▽

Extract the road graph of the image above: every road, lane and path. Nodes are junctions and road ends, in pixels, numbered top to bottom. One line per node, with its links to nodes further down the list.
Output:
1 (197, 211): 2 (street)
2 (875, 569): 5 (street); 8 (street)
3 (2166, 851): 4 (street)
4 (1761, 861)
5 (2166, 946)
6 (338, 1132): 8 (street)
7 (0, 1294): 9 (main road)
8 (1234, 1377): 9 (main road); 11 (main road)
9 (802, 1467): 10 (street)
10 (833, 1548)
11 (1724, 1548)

△

WHAT YOU WILL DO:
Write all the records out again. Nothing may differ from the original.

EXERCISE RESPONSE:
Extract the road graph of the image above: every road, lane and path. Nodes are junctions and road ends, in pixels, numbered top to bottom. One line per node, with its links to nodes further down the list.
Output:
1 (197, 211): 2 (street)
2 (875, 569): 5 (street); 8 (street)
3 (2166, 851): 4 (street)
4 (1761, 861)
5 (2166, 946)
6 (338, 1132): 8 (street)
7 (0, 1294): 9 (main road)
8 (1234, 1377): 9 (main road); 11 (main road)
9 (802, 1467): 10 (street)
10 (833, 1548)
11 (1724, 1548)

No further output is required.